Jean Yves Rossi est le Président fondateur de CANTON Consulting.  CANTON Consulting accompagne des projets innovants dans les services de paiement : soit, côté offre, pour la création de nouvelles solutions et nouveaux acteurs, soit, côté demande, auprès de sociétés industrielles, commerciales ou de services ou d’organismes publics pour l’optimisation de leurs solutions de paiement ou la maîtrise des exigences de conformité.

→QUESTION DE SÉCURITÉ DES MOYENS DE PAIEMENT

Selon certains analystes de la sécurité, la diversité et la rapidité d’évolution des techniques d’attaque, comparées à la lenteur d’évolution des solutions et usines à protéger, font que la bataille de la sécurité doit maintenant être regardée comme tout simplement perdue. Il faut donc repenser la production des services de paiement comme devant être réalisée dans un univers où la sécurité est devenue fragile. Une révolution pour un monde qui s’est construit, depuis la carte à puce, sur un principe de sécurité absolue. Cela promet aussi de constituer une épreuve singulière à la fois pour l’industrie et pour ses superviseurs. Et un redoutable test, en grandeur réelle, pour les modèles économiques de prestataires de services vis-à-vis desquels les autorités communautaires et les juges renforcent règles et obligations de protection des consommateurs. La suite est ICI

→LES SYSTÈMES QUI PROTÈGENT LES TRANSACTIONS FINANCIÈRES ACTUELLEMENT

Le premier d’entre eux est très certainement le protocole TLS (Transport Layer Security), grand frère du SSL (Secure Sockets Layer). Développé originellement par Netscape, son brevet appartient aujourd’hui à l’IETF (Internet Engineering Task Force). Ce système fonctionne selon un mode client-serveur.
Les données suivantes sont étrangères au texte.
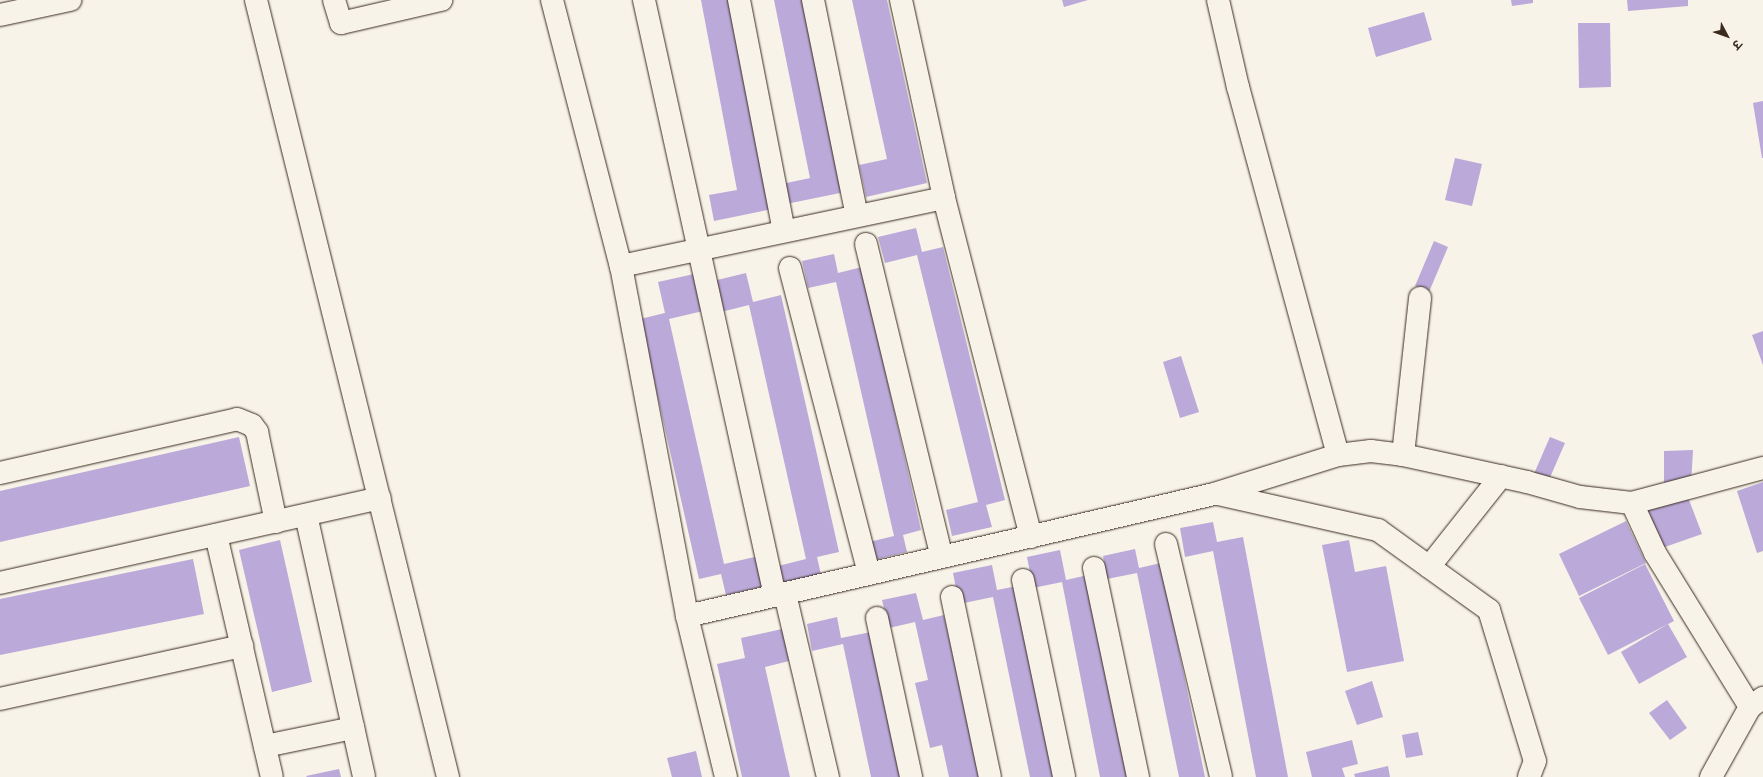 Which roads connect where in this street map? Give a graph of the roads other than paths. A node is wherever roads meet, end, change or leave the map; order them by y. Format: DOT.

Il assure l’authentification du serveur et du client, l’intégrité et la confidentialité des données échangées, la spontanéité et la transparence...  Quand un « s » apparaît à la suite de http dans votre barre d’adresse, cela signifie que vous vous trouvez sur une page sécurisé par le protocole TLS. Un petit cadenas fermé apparaîtra également dans coin inférieur de l’écran. Les pirates qui viendraient à la lire n’y verraient qu’une suite incompréhensible de caractères aléatoires.

Un système populaire, utilisant le TSL, est le 3-D Secure. Ce sont Visa et Mastercard qui ont été à l’origine de son développement après l’arrêt du protocole SET (Secure Electronic Transaction). Le principe de ce protocole est de lier le processus d’autorisation financière à une authentification en ligne comportant 3 domaines : la banque qui a délivré la carte bancaire, celle qui recevra les fonds et le système de carte bancaire.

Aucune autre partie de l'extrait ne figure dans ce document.